O retorno das zoonoses

16/01/2004 - 16h49

O Retorno das Zoonoses (*)

Eloi S. Garcia (**)

Ciência e progresso estão geralmente associados a aspectos positivos da humanidade. Tal relação ideológica procura alinhar o que é bom para a humanidade e o que não é progresso. Por vezes, esse raciocínio está distante da realidade, principalmente, quando novas doenças aparecem ou emergem sem ter ainda uma compreensão científica. Vários casos já apareceram nas notícias rotineiras da mídia, como algumas infecções zoonóticas.

Zoonoses são consideradas as doenças de animais que passam ao ser humano, ou seja, a passagem de agentes infecciosos entre os animais e o homem. Especialistas acreditam que esteja aumentando o risco de novas viroses animais contaminarem o ser humano. Dezenas de novas doenças graves, transmitidas por animais, estarão sendo descobertas nos próximos 25 anos.

Nos últimos 25 anos 35 doenças zoonóticas têm sido descritas. A maioria delas detectadas na América Central e do Sul e em parte da África, e mais recentemente, observadas na Ásia.

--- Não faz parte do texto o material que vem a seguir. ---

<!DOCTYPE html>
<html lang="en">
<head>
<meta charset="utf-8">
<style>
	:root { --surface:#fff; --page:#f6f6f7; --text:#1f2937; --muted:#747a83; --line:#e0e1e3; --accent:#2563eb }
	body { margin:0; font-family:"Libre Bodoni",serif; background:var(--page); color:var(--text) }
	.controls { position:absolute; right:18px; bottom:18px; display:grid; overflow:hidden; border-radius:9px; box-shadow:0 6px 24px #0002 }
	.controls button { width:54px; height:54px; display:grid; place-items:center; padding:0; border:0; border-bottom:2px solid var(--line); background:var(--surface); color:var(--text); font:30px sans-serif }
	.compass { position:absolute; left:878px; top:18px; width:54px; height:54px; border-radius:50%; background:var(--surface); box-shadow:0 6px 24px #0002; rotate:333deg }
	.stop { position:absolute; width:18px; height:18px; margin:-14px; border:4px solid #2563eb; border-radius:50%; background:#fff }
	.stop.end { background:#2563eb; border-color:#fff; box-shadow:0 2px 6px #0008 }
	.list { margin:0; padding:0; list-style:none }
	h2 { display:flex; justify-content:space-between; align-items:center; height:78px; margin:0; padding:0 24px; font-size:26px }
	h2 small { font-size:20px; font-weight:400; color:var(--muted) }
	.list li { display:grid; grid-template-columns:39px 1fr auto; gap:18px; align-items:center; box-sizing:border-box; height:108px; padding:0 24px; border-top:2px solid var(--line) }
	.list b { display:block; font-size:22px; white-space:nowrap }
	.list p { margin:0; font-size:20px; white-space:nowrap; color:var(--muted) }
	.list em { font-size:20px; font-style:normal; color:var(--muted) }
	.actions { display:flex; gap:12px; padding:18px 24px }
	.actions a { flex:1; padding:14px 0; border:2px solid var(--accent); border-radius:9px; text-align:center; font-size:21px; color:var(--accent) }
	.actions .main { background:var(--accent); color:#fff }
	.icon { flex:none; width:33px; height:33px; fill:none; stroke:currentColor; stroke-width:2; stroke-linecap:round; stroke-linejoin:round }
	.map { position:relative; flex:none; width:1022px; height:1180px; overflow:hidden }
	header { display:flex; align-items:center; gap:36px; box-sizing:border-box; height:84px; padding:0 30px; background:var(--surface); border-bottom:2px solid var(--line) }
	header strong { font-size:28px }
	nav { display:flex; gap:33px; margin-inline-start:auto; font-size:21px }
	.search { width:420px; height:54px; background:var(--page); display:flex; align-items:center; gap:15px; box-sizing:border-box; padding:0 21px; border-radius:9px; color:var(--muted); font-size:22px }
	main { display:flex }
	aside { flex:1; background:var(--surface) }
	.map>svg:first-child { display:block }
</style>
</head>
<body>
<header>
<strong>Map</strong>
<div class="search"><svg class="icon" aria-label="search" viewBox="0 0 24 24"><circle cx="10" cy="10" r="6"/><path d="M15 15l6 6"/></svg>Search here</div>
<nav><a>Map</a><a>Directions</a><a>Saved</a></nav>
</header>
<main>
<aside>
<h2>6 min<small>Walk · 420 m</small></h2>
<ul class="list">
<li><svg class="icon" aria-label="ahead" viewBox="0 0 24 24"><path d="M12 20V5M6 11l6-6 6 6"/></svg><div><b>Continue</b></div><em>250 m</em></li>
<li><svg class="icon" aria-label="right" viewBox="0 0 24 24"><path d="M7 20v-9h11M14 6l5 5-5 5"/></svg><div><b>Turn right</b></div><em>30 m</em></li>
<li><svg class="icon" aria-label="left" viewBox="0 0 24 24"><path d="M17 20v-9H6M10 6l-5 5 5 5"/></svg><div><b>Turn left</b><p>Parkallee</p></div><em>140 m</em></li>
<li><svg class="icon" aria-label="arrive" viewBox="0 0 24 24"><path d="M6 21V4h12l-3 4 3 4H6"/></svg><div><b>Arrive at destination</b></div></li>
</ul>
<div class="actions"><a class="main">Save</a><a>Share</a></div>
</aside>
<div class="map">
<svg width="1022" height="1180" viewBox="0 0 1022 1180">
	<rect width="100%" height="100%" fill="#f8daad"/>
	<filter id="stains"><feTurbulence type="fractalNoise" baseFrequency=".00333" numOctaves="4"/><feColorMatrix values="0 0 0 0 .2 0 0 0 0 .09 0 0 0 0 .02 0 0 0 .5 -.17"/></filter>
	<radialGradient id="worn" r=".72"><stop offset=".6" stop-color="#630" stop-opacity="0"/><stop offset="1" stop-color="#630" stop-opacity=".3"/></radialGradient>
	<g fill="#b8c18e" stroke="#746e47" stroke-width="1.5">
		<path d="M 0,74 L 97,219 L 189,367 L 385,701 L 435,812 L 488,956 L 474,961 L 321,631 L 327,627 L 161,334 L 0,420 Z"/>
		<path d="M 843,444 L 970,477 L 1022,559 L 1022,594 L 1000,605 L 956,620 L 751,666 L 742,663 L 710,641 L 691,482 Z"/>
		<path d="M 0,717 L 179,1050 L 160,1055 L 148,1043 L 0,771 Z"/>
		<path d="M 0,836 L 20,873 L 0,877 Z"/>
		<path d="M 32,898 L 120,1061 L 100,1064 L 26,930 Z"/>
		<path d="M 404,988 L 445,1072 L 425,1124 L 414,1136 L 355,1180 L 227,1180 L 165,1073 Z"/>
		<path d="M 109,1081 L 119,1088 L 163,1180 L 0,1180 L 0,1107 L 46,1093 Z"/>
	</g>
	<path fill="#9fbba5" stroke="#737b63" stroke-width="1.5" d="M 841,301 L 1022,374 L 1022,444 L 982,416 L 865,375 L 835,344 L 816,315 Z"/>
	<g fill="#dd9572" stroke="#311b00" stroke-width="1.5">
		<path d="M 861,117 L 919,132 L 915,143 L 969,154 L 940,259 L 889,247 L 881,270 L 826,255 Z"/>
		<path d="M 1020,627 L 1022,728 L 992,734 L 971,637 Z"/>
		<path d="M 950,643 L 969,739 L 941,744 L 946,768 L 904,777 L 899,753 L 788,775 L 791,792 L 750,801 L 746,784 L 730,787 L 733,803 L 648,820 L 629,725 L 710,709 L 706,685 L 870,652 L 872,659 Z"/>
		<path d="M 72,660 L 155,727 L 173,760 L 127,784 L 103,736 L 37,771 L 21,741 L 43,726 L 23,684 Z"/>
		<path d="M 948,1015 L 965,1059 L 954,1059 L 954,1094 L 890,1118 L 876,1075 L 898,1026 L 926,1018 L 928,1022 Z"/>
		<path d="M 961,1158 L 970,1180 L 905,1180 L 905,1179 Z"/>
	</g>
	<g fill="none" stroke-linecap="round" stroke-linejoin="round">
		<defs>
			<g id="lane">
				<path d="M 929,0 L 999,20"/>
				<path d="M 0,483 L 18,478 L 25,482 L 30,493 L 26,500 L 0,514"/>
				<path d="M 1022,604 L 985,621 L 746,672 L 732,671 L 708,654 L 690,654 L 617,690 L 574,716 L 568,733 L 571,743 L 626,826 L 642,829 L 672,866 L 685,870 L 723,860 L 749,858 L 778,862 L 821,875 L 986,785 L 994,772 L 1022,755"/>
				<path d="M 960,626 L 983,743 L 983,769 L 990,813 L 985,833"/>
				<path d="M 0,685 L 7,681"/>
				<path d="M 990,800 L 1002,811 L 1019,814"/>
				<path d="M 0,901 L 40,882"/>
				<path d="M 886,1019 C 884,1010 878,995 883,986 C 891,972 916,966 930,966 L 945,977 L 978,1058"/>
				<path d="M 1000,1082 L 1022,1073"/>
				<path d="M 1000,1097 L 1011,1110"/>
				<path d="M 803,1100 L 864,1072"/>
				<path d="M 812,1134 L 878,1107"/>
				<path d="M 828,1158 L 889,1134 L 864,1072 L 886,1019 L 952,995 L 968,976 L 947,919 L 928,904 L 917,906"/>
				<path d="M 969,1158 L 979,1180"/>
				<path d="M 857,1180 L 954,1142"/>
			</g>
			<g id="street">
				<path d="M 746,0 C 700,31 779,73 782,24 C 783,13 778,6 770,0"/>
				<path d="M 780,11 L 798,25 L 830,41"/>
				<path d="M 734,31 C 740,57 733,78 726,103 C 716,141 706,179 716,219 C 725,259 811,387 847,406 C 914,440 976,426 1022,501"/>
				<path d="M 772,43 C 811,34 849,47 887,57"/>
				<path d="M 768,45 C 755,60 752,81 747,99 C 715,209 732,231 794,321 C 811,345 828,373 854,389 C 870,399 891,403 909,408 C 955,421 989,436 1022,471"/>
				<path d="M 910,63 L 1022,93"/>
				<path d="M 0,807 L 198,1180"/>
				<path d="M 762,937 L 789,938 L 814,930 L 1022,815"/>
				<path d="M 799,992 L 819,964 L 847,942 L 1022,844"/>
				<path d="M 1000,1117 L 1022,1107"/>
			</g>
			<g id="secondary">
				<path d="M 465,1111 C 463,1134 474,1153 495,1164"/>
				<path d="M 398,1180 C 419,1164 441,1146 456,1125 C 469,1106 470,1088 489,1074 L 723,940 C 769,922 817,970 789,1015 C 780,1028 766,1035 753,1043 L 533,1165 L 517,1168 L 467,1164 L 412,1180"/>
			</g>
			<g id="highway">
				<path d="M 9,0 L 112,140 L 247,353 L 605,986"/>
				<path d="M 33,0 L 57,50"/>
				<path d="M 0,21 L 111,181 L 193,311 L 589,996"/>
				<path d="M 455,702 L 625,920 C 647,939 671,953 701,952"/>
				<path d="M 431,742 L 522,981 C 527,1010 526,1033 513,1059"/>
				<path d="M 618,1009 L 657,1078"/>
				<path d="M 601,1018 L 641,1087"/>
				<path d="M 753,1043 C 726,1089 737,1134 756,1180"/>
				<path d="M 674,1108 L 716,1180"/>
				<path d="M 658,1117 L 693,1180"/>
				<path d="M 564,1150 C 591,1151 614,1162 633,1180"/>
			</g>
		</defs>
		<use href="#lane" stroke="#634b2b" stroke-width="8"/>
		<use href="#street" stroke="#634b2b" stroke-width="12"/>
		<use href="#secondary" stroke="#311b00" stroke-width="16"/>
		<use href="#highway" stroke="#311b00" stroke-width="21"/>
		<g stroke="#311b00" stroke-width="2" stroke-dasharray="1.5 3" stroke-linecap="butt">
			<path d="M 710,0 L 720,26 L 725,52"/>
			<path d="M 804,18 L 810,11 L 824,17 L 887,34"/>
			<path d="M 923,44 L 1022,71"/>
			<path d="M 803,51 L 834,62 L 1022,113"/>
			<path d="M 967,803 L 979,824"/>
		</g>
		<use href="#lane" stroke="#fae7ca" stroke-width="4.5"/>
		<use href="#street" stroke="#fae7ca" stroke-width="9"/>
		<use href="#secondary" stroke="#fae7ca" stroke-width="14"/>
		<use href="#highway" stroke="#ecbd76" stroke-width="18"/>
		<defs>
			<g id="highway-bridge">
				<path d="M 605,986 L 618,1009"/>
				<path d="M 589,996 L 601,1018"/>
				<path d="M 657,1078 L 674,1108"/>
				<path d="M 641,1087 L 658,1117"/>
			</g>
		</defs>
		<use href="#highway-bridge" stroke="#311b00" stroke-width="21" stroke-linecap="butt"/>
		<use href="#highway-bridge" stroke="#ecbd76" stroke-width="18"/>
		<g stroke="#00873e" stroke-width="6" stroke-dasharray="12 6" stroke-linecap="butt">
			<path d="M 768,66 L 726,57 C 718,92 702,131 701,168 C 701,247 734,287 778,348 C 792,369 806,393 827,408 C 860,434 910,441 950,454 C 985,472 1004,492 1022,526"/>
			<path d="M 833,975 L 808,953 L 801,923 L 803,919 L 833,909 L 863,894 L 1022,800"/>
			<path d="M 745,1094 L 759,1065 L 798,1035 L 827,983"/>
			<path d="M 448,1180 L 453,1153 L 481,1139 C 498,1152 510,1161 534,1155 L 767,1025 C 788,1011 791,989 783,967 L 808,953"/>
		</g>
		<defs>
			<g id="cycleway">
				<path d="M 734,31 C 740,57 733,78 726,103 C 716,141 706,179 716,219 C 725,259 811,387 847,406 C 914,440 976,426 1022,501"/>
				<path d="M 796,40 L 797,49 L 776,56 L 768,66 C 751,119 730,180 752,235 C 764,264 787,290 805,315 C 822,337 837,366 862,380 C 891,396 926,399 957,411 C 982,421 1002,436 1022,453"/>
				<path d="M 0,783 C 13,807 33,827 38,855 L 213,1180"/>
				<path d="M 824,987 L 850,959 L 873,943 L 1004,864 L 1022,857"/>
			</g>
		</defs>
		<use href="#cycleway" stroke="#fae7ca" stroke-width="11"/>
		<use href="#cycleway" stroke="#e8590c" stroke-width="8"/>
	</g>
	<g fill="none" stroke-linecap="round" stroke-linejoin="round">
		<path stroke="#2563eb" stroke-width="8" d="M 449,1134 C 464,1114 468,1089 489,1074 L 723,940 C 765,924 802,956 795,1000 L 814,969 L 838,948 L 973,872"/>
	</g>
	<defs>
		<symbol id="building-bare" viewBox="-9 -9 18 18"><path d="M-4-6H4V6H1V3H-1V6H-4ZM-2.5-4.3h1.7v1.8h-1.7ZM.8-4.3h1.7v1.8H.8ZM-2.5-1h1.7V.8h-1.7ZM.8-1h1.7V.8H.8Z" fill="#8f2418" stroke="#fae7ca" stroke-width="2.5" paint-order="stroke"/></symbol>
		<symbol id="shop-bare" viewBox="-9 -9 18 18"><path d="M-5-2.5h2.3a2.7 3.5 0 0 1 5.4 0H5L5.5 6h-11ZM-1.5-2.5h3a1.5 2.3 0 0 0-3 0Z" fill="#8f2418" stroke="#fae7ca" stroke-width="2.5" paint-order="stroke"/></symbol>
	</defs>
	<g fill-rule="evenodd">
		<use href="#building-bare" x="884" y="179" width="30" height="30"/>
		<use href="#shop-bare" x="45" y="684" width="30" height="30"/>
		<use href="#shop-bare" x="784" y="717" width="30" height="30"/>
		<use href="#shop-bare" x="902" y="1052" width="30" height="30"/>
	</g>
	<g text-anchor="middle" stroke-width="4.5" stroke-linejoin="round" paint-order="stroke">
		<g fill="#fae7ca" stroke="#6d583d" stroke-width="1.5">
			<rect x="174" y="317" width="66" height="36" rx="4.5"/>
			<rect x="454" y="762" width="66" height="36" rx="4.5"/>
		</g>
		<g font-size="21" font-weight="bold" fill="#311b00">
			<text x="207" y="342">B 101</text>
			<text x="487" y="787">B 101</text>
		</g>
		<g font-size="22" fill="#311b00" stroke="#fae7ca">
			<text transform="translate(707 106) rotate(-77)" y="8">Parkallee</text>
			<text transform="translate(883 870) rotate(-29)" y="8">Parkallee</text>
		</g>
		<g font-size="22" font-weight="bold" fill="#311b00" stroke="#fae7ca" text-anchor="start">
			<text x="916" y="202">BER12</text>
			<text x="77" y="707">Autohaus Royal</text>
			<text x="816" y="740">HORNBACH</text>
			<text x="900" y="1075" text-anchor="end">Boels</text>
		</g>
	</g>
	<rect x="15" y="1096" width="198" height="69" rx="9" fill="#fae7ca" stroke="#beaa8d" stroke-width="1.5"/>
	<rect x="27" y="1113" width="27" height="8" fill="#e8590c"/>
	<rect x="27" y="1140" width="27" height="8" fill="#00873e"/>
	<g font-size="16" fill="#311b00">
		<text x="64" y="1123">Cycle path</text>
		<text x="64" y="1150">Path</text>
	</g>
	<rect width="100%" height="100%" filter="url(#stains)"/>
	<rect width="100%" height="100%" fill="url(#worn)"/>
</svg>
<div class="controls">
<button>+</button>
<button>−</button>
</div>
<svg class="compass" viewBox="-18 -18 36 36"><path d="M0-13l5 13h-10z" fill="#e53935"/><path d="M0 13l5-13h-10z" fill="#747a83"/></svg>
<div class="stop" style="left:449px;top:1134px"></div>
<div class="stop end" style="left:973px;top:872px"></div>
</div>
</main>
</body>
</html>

Não bastassem estes problemas, o uso indiscriminado dos antibióticos tem criado oportunidades para os micróbios adquirirem resistência e a vida hiper-higiênica dos países desenvolvidos podem aumentar asma e outras doenças auto-imunes.

A passagem de micróbios dos animais para o ser humano é conhecida desde tempos remotos. Inicialmente, os animais infectaram a espécie humana, a milhares de anos, quando foram domesticados e se formaram os primeiros pequenos aglomerados humanos. Há dois mil anos o ser humano começou a viver em grandes cidades e permutarem germes.

A ciência quer saber mais sobre a interface existente entre o homem e animais e como e porque certos microorganismos passam pelas barreiras das diferentes espécies animais para a espécie humana. Certas zoonoses causam doenças devastadoras. Um exemplo dessa história é o vírus HIV, que causa a Aids humana, ter sido possivelmente originado de macacos selvagens, passando para os seres humanos em poucas décadas.

Por outro lado, acredita-se que o coronavirus responsável pela Sars contaminou o homem através de gatos selvagens asiáticos. Recentemente, uma nova gripe asiática, possivelmente transmitida por aves, está virando uma pandemia e já causou mortes no Vietnã.

Doenças como a Sars, HIV e a gripe aviária provavelmente tornaram-se infecções zoonóticas por uma razão básica do processo evolutivo. Na realidade, os cientistas não ficaram surpresos com o aparecimento dessas doenças porque pensam ecologicamente. Estas viroses estão tentando se evoluir.

Vivemos em um planeta cheio de micróbios e temos que encontrar maneiras inteligentes de manusear o mundo em torno de nós. Quanto mais mudar a ecologia humana, mais estamos criando oportunidades para os micróbios e doenças evoluírem e espalharem pelo planeta. A vigilância sanitária humana e animal devem estar sempre em estado de alerta.

(*) Artigo disponibilizado pelo JC e-mail

(**) Eloi S. Garcia é ex-presidente da Fundação Oswaldo Cruz (Fiocruz), pesquisador aposentado do Instituto Oswaldo Cruz e membro da Academia Brasileira de Ciências (ABC).